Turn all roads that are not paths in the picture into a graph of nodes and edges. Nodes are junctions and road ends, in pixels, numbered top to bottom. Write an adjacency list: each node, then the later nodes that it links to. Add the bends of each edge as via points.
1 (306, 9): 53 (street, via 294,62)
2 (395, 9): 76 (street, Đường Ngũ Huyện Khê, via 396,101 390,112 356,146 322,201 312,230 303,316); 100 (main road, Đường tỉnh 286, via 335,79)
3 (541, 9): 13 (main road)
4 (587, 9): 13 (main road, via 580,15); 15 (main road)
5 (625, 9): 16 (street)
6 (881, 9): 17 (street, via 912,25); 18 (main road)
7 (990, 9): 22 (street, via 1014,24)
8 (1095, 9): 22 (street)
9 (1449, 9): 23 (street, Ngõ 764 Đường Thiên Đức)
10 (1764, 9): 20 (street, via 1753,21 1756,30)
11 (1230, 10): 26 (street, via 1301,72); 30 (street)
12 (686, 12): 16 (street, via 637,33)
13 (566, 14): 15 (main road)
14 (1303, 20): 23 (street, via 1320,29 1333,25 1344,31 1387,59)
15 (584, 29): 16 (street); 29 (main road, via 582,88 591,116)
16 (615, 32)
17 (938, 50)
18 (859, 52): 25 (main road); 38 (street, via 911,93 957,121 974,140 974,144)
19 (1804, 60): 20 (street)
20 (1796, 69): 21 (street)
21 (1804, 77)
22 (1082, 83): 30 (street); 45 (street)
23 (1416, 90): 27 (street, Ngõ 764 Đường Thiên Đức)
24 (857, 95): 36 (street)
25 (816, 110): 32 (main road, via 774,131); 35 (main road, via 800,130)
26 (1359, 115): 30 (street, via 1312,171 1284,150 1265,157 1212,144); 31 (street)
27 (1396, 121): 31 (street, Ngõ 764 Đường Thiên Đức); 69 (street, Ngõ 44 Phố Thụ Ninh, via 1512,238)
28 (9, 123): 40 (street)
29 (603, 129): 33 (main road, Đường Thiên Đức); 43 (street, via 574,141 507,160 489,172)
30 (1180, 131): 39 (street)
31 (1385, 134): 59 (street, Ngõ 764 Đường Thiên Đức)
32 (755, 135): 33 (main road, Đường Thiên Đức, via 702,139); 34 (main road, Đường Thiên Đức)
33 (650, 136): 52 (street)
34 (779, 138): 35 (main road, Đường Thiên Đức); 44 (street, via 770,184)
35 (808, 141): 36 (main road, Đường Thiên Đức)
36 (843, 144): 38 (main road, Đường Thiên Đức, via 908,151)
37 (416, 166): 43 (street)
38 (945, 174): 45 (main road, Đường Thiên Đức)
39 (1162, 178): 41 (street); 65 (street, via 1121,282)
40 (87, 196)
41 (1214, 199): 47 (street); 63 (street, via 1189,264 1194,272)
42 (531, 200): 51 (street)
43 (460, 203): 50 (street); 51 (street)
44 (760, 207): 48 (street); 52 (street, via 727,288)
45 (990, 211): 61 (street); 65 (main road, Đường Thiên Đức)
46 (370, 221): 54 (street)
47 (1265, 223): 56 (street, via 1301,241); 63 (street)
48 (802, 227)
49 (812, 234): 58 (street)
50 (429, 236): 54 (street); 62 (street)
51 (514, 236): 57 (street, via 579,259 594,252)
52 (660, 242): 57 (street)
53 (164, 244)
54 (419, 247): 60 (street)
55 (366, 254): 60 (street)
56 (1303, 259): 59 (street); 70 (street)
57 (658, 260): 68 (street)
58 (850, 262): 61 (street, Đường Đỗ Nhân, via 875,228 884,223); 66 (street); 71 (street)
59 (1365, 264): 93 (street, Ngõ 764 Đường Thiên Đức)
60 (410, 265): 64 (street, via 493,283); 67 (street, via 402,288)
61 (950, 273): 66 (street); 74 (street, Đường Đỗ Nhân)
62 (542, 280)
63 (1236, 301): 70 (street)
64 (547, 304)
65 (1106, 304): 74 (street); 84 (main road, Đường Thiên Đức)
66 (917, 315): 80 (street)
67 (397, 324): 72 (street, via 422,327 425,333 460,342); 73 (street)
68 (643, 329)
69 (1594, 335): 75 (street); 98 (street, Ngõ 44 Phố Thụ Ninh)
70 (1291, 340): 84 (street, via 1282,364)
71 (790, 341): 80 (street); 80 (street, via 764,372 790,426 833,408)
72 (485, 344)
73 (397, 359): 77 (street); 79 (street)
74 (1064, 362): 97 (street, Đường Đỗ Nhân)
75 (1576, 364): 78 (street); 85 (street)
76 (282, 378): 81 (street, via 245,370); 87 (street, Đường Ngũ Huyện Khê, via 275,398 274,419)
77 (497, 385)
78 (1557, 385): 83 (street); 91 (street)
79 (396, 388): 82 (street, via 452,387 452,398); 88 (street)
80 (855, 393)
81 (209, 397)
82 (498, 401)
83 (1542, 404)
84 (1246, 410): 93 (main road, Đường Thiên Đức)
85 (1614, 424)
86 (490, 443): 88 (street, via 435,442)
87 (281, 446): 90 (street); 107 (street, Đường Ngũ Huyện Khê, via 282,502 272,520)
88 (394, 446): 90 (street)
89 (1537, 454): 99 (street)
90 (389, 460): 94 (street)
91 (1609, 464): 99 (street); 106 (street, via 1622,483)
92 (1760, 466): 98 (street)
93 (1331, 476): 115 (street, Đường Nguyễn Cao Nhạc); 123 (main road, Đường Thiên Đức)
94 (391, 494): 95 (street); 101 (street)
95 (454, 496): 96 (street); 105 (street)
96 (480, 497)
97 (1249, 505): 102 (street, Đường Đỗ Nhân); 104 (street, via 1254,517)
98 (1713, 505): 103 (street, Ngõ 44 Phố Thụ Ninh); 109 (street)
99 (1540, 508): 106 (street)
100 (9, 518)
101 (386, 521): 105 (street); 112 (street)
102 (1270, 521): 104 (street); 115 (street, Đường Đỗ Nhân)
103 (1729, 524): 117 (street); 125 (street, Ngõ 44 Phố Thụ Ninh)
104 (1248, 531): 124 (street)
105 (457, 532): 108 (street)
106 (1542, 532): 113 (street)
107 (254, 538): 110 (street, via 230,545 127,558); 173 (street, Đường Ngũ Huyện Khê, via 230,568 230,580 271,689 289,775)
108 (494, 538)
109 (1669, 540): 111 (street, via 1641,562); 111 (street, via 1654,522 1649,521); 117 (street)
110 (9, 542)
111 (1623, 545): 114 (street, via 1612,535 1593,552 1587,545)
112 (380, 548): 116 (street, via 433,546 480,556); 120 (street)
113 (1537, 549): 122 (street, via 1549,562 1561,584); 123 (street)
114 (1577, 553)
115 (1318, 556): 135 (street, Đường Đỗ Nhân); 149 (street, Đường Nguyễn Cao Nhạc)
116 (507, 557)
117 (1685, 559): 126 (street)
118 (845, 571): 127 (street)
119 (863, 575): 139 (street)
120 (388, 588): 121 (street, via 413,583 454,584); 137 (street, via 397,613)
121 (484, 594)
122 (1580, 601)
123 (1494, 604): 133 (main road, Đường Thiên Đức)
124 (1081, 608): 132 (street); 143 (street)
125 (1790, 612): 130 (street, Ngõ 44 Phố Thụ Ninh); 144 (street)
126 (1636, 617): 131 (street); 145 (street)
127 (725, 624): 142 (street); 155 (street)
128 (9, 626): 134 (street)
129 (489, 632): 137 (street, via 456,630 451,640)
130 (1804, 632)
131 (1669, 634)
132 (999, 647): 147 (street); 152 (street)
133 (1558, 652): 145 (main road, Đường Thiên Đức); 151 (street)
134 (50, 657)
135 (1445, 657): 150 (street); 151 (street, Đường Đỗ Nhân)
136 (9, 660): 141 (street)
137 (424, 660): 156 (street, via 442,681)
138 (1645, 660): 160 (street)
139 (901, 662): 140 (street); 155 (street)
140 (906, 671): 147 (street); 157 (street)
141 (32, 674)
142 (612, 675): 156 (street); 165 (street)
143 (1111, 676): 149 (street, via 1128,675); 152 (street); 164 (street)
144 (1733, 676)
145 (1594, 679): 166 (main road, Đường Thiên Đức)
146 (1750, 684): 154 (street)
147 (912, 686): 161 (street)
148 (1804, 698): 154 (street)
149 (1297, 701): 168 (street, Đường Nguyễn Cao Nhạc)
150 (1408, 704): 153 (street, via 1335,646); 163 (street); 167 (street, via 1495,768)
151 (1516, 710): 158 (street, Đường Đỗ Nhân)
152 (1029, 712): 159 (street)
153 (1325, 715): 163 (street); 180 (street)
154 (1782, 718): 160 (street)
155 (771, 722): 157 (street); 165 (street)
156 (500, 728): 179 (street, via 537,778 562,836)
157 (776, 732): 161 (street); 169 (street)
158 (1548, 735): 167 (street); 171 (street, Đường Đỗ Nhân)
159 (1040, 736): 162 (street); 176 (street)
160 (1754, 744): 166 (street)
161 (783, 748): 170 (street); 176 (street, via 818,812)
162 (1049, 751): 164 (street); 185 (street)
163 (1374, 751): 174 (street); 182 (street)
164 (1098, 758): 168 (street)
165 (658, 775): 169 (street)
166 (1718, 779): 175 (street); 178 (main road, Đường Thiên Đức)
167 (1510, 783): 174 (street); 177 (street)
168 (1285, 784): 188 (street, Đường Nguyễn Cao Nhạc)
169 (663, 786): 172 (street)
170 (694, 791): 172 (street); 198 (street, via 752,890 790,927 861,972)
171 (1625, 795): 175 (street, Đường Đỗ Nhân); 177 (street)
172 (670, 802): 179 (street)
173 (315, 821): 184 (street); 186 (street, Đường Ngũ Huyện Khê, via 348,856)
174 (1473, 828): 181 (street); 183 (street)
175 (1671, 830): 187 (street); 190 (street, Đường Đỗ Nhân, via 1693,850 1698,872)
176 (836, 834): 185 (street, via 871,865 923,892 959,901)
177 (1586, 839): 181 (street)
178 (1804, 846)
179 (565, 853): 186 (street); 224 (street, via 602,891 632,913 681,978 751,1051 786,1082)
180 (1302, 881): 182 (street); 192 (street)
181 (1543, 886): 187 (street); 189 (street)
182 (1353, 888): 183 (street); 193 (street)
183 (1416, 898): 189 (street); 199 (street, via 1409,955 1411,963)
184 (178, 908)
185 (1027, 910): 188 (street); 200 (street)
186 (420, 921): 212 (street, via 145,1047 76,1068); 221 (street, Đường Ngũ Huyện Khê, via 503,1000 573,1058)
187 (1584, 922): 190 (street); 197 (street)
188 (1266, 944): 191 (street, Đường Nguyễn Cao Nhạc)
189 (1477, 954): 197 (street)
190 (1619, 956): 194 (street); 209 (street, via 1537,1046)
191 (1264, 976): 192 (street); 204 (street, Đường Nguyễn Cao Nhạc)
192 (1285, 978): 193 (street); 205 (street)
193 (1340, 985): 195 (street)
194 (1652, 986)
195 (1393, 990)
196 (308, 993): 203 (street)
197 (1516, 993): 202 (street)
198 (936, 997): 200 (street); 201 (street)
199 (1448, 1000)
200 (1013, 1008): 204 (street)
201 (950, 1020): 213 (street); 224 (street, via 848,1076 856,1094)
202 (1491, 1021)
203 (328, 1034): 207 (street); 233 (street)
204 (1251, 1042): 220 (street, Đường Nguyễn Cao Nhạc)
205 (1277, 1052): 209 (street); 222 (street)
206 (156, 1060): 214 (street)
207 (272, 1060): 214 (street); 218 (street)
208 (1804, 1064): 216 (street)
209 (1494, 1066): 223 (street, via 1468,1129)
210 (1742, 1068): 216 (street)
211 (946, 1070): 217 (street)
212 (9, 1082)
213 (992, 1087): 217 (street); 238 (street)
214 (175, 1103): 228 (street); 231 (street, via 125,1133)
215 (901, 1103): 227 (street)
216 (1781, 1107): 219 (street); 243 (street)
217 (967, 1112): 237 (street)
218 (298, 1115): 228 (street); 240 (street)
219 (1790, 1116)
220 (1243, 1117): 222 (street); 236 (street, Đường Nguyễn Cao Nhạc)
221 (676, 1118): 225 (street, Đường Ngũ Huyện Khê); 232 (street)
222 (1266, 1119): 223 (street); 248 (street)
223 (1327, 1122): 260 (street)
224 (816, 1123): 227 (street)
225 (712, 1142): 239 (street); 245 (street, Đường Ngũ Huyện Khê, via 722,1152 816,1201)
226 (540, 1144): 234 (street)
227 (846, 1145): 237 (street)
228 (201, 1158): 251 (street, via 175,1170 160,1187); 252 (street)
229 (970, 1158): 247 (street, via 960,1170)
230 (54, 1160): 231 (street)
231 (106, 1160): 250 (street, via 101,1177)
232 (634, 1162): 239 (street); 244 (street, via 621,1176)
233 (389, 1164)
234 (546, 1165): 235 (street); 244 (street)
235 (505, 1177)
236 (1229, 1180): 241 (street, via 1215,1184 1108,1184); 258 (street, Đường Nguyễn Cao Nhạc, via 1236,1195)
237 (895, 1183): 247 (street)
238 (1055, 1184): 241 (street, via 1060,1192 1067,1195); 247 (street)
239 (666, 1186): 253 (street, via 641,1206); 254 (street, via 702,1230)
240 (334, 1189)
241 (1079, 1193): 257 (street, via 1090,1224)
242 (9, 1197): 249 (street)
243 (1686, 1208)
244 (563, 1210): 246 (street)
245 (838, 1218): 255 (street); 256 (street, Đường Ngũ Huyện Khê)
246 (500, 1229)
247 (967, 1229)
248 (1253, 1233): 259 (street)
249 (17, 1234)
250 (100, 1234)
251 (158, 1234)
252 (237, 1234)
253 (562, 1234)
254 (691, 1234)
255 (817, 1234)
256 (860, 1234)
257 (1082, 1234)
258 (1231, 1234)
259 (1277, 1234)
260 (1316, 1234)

------------------------------------------------------------------------

Please work out how many lines of the data include the string "Ninh" and reply with the number alone.

SOLUTION TO THIS EXERCISE:
5